LARRY WEBB
Larry Webb was a Fleet Air Arm helicopter pilot when I first came across him. Later he owned an earth moving company based in St Albans, Herts, that amongst other things, blasted the M5 out of the cliffs around Avonmouth. I went from being his RN engineer on choppers to being one of his low loader drivers.
I well remember being buzzed by him in his private helicopter, as I made my way up the A4 from Avonmouth (pre M4) with a dodgy load of a navvy’s caravan. He called me into his office. I expected a bollocking, but he commended me for my initiative and said that as long as what I did with the rig didn’t interfere with legitimate work, he wasn’t bothered.
In 1971, he took his luxury cruiser, Laguna, across to Cherbourg, but holed it on a submerged war-time wreck in the wrong harbour entrance. The boat was lifted out before it sank. I was sent over the channel to pick it up, with a junior office boy as a driver’s mate, cos he could speak a bit of schoolboy French.
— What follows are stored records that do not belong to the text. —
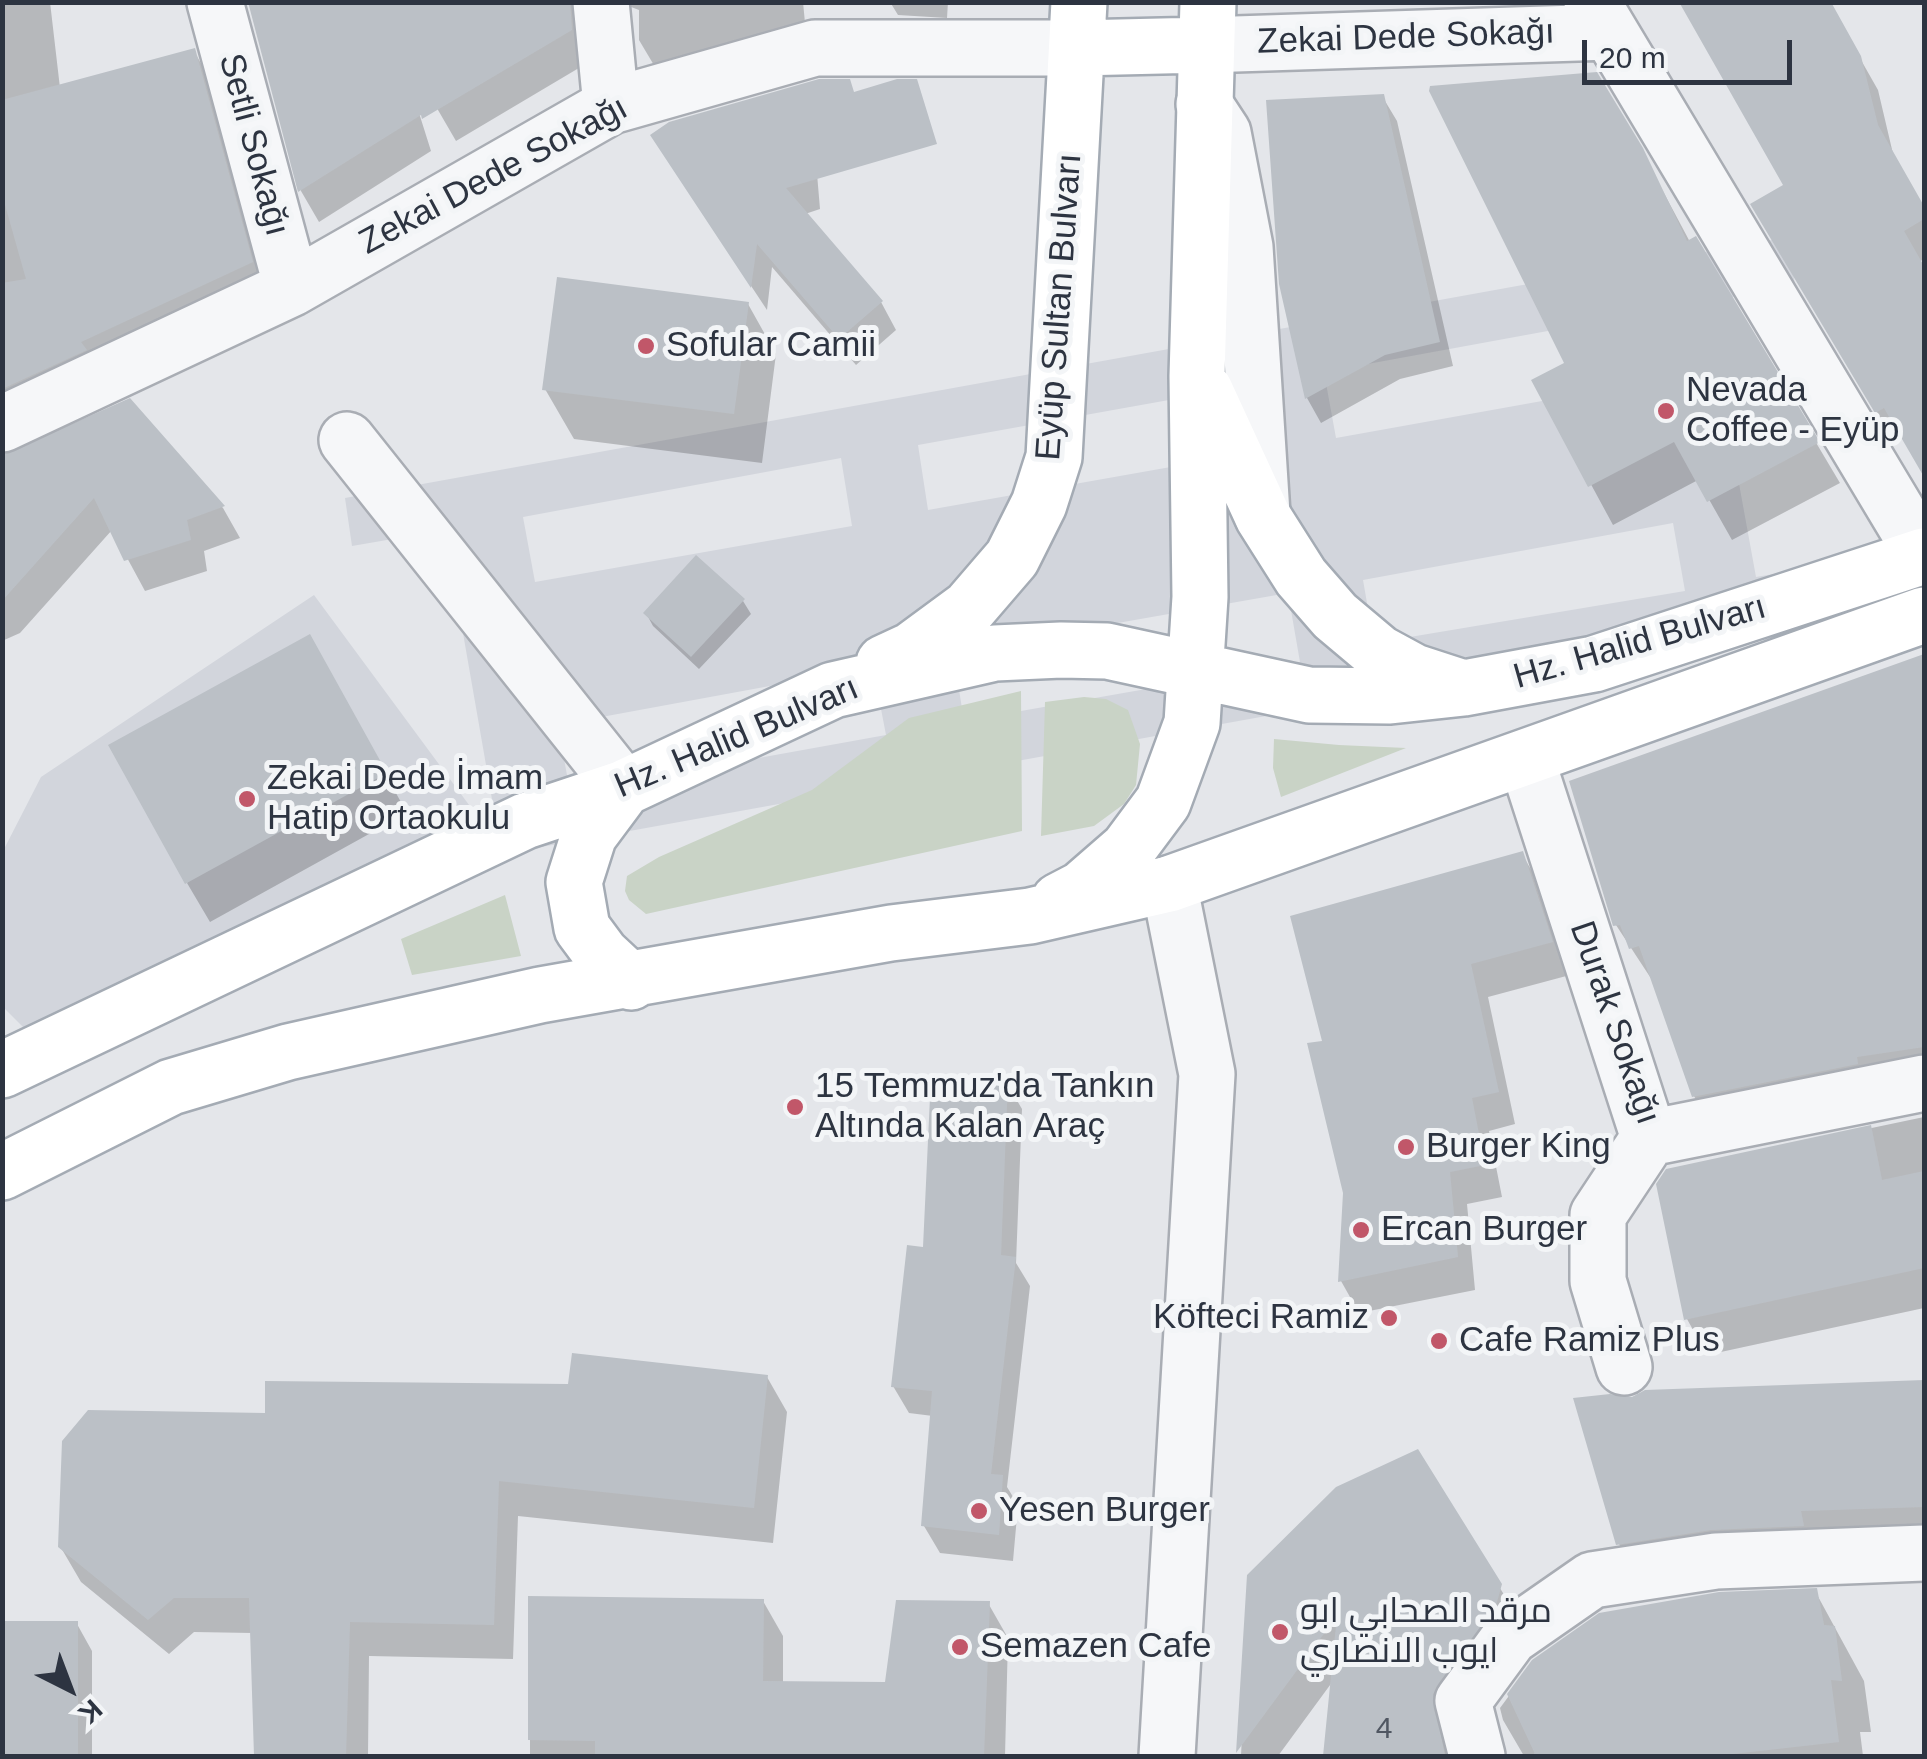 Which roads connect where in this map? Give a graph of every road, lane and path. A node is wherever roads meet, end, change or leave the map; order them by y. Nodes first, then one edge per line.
1 (215, 2) edge
2 (601, 2) edge
3 (1249, 2) edge
4 (1600, 17) edge
5 (1206, 24) edge
6 (1078, 25) edge
7 (1204, 104) junction
8 (610, 106) junction
9 (292, 288) junction
10 (1197, 376) junction
11 (2, 424) edge
12 (347, 440) dead end
13 (1262, 517) junction
14 (1924, 556) edge
15 (1924, 614) edge
16 (1196, 673) junction
17 (1464, 688) junction
18 (832, 690) junction
19 (1526, 758) junction
20 (624, 788) junction
21 (1169, 884) junction
22 (1030, 916) junction
23 (631, 982) junction
24 (2, 1070) edge
25 (1924, 1083) edge
26 (1649, 1138) junction
27 (2, 1172) edge
28 (1624, 1367) dead end
29 (1924, 1552) edge
30 (1167, 1756) edge
31 (1477, 1756) edge

1 - 9 street, Setli Sokağı
2 - 8 street
3 - 5 street
4 - 5 street, Zekai Dede Sokağı
4 - 14 street
5 - 6 main road
5 - 7 main road
6 - 8 street, Zekai Dede Sokağı
6 - 18 main road, Eyüp Sultan Bulvarı
7 - 10 main road
7 - 13 street
8 - 9 street, Zekai Dede Sokağı
9 - 11 street, Zekai Dede Sokağı
10 - 13 main road
10 - 16 main road
12 - 20 street
13 - 17 main road
14 - 17 main road, Hz. Halid Bulvarı
15 - 19 main road, Hz. Halid Bulvarı
16 - 17 main road, Hz. Halid Bulvarı
16 - 18 main road, Hz. Halid Bulvarı
16 - 22 main road
18 - 20 main road, Hz. Halid Bulvarı
19 - 21 main road, Hz. Halid Bulvarı
19 - 26 street, Durak Sokağı
20 - 23 main road
20 - 24 main road, Hz. Halid Bulvarı
21 - 22 main road, Hz. Halid Bulvarı
21 - 30 street
22 - 23 main road, Hz. Halid Bulvarı
23 - 27 main road, Hz. Halid Bulvarı
25 - 26 street, Durak Sokağı
26 - 28 street
29 - 31 street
We loaded the boat in Cherbourg docks, but the load was too high at 17ft to fit on the Cherbourg ferry, so we were faced with an overland trip around to Le Havre. The police wouldn’t let us move without ■■■■■■, which meant we had to stay in Cherbourg for a week while a French haulage firm sorted out the paperwork. Living in the boat on the back of the trailer was bliss! Especially as Larry had fully stocked the bar. We thought we had better drink it all otherwise we might have a problem at customs. The parties with local girls was great! There was an early tape stereo system installed.
Eventually we got away under ■■■■■■. Because the load was high it was a slow run. My ‘driver’s mate’, was on the boat’s flying bridge. If he saw cables that were too low he would sound the boat’s fog horn. I would stop. He would then pass the cables over the top of the boat using a piece of wood while I crept forward, as many of them were live!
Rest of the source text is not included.